● Task prompt
Word for word, set down every line of the entries below from the line with "#include <cairo.h>" to the line with "cairo_t *cr = cairo_create(surface);", including both, and no other line.
══════════
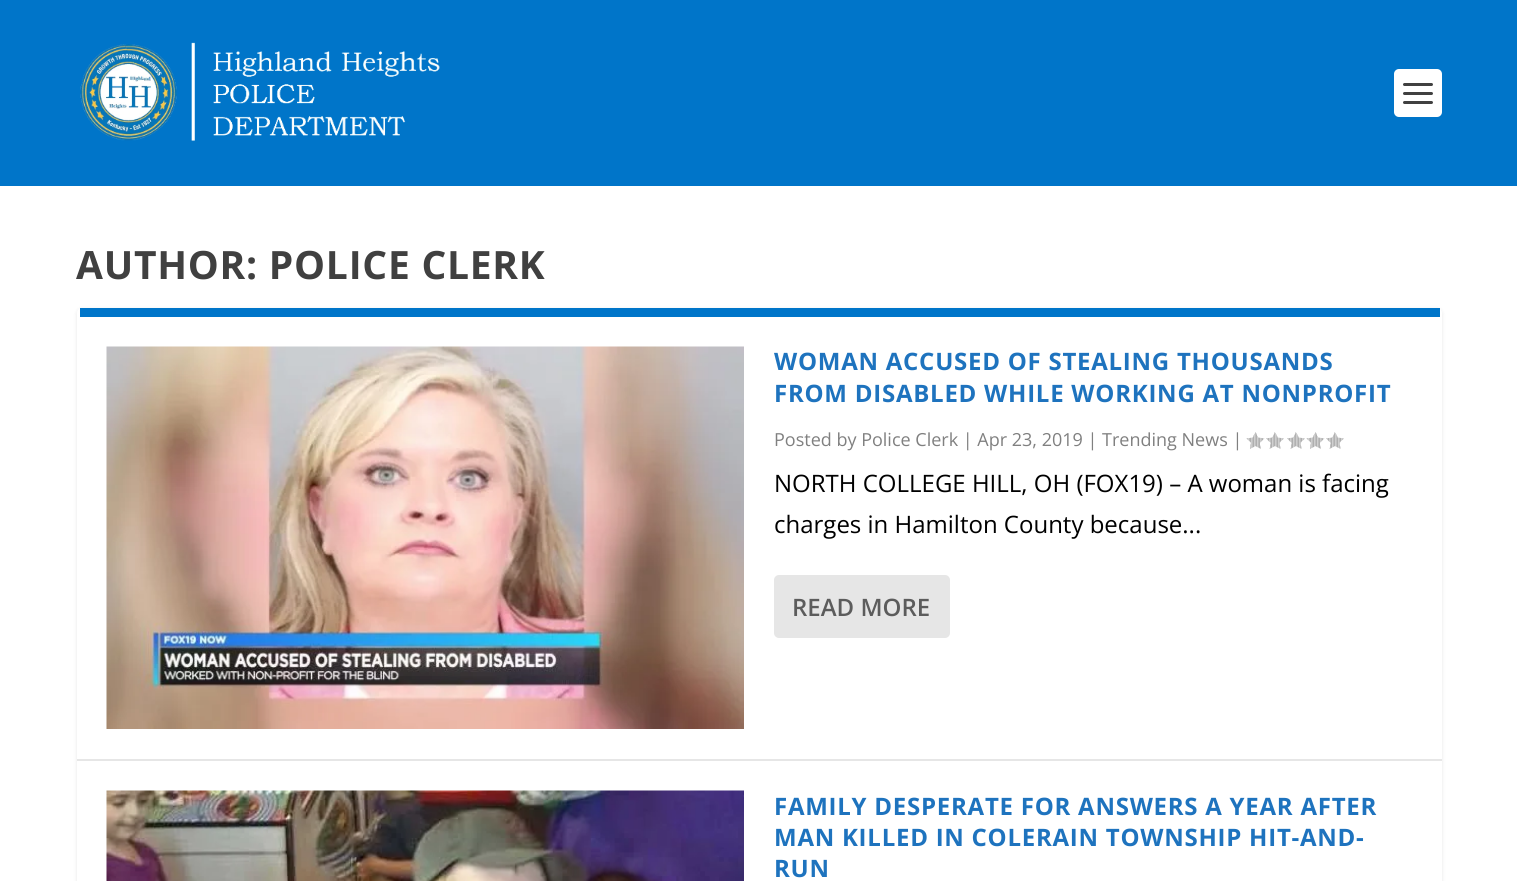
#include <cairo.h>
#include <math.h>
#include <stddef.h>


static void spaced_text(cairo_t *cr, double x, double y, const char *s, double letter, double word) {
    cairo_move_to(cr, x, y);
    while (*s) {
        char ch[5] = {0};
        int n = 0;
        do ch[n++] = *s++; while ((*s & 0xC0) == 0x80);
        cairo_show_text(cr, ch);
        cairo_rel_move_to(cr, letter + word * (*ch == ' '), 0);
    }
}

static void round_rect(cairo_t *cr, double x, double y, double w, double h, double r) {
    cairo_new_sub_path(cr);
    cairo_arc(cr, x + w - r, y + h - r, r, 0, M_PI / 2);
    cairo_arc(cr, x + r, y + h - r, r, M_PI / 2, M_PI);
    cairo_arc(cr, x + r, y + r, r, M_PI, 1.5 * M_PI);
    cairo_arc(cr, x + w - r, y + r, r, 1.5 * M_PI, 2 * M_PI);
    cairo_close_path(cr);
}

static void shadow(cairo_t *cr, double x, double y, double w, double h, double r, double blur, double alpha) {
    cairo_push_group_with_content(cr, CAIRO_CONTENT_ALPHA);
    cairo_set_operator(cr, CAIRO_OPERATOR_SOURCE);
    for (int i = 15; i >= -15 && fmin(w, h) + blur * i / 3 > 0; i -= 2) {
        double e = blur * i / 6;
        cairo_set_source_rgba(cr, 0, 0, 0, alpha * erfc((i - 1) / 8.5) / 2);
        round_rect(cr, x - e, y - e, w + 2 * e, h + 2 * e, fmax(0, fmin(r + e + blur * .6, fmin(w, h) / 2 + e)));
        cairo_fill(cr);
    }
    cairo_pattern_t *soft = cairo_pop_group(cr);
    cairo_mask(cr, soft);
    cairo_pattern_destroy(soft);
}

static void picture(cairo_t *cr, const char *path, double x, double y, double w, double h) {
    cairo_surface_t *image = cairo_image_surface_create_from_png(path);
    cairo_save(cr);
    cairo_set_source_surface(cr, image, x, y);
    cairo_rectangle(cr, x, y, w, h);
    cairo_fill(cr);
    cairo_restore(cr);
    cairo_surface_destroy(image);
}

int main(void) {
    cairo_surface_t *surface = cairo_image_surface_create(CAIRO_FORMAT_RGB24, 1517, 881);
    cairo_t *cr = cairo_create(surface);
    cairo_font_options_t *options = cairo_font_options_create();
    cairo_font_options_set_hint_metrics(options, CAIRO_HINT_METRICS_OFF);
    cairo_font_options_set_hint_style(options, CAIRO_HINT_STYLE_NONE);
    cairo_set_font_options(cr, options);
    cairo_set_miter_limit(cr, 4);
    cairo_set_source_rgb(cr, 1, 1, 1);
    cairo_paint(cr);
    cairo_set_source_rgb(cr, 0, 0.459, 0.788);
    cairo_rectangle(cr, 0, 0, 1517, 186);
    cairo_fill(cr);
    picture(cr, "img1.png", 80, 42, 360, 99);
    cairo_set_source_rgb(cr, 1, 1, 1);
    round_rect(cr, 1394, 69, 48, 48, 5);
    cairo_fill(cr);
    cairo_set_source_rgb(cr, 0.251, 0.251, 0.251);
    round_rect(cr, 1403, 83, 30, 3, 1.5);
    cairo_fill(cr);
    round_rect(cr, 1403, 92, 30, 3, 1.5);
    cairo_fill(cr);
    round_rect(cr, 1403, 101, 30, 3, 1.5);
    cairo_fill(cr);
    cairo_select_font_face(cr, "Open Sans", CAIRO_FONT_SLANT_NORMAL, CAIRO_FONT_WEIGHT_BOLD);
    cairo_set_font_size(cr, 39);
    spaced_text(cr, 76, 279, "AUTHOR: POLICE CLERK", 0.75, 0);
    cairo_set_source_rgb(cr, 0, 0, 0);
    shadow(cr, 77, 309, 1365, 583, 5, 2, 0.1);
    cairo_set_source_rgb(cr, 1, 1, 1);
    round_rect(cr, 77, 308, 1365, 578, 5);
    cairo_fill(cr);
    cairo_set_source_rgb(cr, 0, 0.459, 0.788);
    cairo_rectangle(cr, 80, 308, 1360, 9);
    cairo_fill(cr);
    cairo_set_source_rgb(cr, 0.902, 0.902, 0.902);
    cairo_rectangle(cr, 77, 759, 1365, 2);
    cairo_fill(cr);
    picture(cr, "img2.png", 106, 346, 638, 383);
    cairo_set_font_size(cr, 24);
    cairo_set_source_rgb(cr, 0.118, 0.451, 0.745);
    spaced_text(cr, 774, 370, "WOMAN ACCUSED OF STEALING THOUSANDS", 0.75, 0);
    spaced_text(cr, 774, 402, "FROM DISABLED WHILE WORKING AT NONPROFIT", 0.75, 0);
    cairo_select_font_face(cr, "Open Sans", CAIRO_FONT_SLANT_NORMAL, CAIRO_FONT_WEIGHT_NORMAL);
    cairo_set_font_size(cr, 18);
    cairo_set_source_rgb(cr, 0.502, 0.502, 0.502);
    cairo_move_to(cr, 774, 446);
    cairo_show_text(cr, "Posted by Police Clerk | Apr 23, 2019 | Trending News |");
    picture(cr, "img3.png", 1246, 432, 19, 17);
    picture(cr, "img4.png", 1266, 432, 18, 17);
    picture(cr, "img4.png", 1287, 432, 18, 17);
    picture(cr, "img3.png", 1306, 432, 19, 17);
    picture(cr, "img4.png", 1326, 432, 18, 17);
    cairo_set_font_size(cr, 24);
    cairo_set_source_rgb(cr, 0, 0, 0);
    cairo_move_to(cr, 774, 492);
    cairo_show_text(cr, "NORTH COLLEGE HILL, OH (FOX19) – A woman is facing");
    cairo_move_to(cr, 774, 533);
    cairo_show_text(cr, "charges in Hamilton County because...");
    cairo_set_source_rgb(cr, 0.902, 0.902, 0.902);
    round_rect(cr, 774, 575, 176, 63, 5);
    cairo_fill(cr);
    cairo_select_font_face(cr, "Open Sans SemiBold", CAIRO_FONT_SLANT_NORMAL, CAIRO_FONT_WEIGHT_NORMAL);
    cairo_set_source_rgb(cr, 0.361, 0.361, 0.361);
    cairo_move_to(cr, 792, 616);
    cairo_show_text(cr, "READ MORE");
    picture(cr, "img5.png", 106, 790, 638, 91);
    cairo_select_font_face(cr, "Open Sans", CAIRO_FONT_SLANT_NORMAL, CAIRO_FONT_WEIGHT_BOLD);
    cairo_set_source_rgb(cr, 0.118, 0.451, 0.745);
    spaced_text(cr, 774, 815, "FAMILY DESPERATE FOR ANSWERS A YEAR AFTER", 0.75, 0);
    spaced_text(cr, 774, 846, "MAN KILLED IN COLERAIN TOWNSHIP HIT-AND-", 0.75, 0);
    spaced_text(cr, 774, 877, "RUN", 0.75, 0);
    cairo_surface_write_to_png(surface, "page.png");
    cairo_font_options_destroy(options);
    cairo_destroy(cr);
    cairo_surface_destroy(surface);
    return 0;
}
══════════
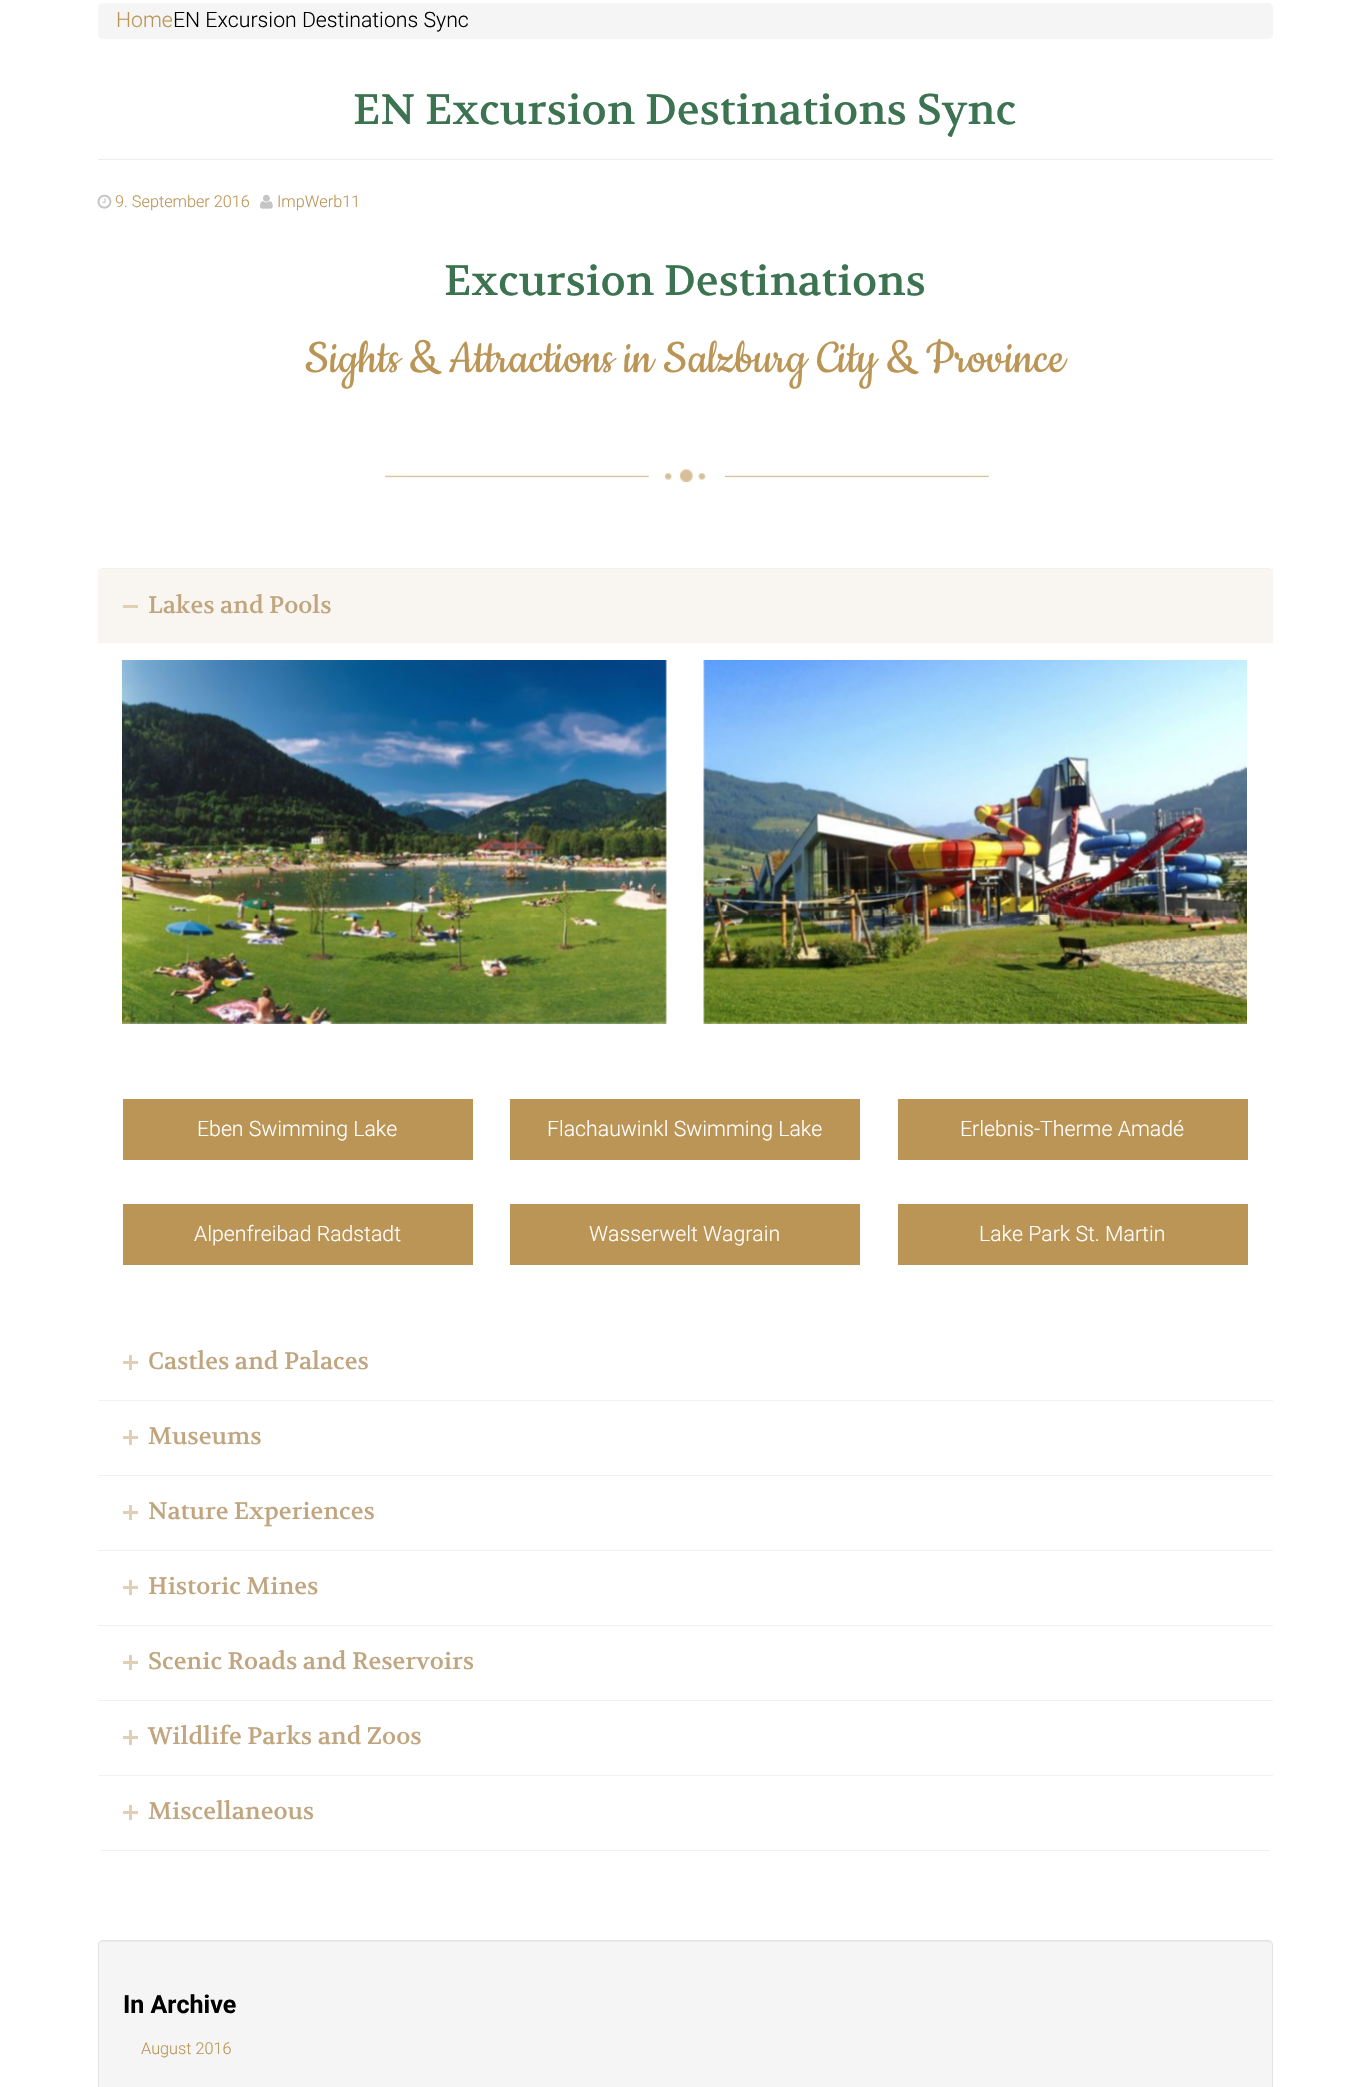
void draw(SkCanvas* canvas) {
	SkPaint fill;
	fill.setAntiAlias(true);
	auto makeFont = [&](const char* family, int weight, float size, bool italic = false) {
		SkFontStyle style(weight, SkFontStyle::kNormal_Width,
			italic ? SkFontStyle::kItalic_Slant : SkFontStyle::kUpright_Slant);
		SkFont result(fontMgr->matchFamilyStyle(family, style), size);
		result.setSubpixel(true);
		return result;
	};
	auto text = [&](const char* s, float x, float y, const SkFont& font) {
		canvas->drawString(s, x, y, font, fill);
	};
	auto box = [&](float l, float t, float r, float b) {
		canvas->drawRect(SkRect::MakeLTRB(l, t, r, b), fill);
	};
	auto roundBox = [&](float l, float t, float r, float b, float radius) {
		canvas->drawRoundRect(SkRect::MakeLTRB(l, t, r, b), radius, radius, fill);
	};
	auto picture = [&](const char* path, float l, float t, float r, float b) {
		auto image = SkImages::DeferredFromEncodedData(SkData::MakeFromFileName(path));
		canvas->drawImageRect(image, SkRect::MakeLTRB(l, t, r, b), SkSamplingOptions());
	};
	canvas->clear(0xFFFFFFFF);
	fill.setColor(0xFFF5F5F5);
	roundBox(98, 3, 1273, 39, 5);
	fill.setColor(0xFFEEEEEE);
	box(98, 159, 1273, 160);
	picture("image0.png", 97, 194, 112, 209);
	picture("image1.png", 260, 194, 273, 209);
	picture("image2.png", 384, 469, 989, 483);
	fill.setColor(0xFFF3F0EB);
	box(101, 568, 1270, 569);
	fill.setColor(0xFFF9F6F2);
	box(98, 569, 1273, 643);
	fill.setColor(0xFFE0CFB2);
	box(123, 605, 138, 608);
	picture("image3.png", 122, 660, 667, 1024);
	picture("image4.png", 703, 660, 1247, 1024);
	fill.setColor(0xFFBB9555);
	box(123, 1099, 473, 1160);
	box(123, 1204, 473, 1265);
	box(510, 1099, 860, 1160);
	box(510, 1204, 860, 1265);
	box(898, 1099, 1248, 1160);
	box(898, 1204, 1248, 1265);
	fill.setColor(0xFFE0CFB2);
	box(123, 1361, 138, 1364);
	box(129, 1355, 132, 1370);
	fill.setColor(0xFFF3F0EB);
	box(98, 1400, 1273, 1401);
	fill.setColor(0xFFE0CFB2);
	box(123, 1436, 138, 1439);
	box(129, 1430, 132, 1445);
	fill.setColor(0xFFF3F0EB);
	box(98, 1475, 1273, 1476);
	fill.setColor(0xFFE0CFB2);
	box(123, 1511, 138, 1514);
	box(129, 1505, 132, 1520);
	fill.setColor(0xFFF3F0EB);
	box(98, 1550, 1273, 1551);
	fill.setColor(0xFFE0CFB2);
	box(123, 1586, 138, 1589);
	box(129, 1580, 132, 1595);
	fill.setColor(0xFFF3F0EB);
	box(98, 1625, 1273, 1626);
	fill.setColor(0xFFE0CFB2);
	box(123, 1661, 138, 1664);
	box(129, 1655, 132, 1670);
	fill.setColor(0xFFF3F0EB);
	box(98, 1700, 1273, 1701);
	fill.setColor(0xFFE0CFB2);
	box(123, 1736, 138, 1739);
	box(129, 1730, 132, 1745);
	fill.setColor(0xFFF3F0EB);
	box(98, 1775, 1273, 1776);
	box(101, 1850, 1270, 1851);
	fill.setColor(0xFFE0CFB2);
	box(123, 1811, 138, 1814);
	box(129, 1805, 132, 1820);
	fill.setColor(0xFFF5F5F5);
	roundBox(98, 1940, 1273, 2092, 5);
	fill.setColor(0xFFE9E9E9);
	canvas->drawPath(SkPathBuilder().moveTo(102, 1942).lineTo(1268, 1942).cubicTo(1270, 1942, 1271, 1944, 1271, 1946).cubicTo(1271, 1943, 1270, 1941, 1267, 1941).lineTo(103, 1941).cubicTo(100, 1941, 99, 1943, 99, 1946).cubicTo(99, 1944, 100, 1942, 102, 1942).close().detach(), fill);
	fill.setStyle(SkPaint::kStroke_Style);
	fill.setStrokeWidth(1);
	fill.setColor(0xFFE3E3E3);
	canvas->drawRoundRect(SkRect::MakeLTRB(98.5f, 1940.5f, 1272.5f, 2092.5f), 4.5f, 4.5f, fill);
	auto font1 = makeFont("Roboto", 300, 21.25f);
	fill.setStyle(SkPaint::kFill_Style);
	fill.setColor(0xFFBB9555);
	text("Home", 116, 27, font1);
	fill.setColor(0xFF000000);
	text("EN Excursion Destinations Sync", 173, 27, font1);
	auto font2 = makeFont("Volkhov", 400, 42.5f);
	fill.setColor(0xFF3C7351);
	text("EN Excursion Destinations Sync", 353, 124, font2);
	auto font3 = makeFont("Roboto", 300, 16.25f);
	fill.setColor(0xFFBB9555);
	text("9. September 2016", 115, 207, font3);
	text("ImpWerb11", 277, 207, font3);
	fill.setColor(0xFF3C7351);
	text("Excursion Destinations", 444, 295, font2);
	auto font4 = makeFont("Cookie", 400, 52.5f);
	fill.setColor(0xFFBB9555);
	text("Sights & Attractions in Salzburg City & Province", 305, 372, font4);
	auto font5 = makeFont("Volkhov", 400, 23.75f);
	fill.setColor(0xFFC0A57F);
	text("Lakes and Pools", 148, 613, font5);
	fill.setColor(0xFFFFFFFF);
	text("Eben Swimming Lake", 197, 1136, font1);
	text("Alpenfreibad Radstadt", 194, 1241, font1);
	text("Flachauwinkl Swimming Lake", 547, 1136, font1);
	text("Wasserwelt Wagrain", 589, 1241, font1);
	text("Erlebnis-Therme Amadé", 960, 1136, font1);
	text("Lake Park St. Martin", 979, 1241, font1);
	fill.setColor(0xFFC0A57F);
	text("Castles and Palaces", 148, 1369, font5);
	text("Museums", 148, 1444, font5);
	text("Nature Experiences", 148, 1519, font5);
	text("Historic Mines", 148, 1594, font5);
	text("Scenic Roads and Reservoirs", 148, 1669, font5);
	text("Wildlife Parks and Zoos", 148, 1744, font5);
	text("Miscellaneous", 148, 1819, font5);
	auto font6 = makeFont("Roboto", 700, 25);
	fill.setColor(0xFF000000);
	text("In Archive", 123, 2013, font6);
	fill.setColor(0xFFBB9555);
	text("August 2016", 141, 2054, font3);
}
══════════
● Your solution
#include <cairo.h>
#include <math.h>
#include <stddef.h>


static void spaced_text(cairo_t *cr, double x, double y, const char *s, double letter, double word) {
    cairo_move_to(cr, x, y);
    while (*s) {
        char ch[5] = {0};
        int n = 0;
        do ch[n++] = *s++; while ((*s & 0xC0) == 0x80);
        cairo_show_text(cr, ch);
        cairo_rel_move_to(cr, letter + word * (*ch == ' '), 0);
    }
}

static void round_rect(cairo_t *cr, double x, double y, double w, double h, double r) {
    cairo_new_sub_path(cr);
    cairo_arc(cr, x + w - r, y + h - r, r, 0, M_PI / 2);
    cairo_arc(cr, x + r, y + h - r, r, M_PI / 2, M_PI);
    cairo_arc(cr, x + r, y + r, r, M_PI, 1.5 * M_PI);
    cairo_arc(cr, x + w - r, y + r, r, 1.5 * M_PI, 2 * M_PI);
    cairo_close_path(cr);
}

static void shadow(cairo_t *cr, double x, double y, double w, double h, double r, double blur, double alpha) {
    cairo_push_group_with_content(cr, CAIRO_CONTENT_ALPHA);
    cairo_set_operator(cr, CAIRO_OPERATOR_SOURCE);
    for (int i = 15; i >= -15 && fmin(w, h) + blur * i / 3 > 0; i -= 2) {
        double e = blur * i / 6;
        cairo_set_source_rgba(cr, 0, 0, 0, alpha * erfc((i - 1) / 8.5) / 2);
        round_rect(cr, x - e, y - e, w + 2 * e, h + 2 * e, fmax(0, fmin(r + e + blur * .6, fmin(w, h) / 2 + e)));
        cairo_fill(cr);
    }
    cairo_pattern_t *soft = cairo_pop_group(cr);
    cairo_mask(cr, soft);
    cairo_pattern_destroy(soft);
}

static void picture(cairo_t *cr, const char *path, double x, double y, double w, double h) {
    cairo_surface_t *image = cairo_image_surface_create_from_png(path);
    cairo_save(cr);
    cairo_set_source_surface(cr, image, x, y);
    cairo_rectangle(cr, x, y, w, h);
    cairo_fill(cr);
    cairo_restore(cr);
    cairo_surface_destroy(image);
}

int main(void) {
    cairo_surface_t *surface = cairo_image_surface_create(CAIRO_FORMAT_RGB24, 1517, 881);
    cairo_t *cr = cairo_create(surface);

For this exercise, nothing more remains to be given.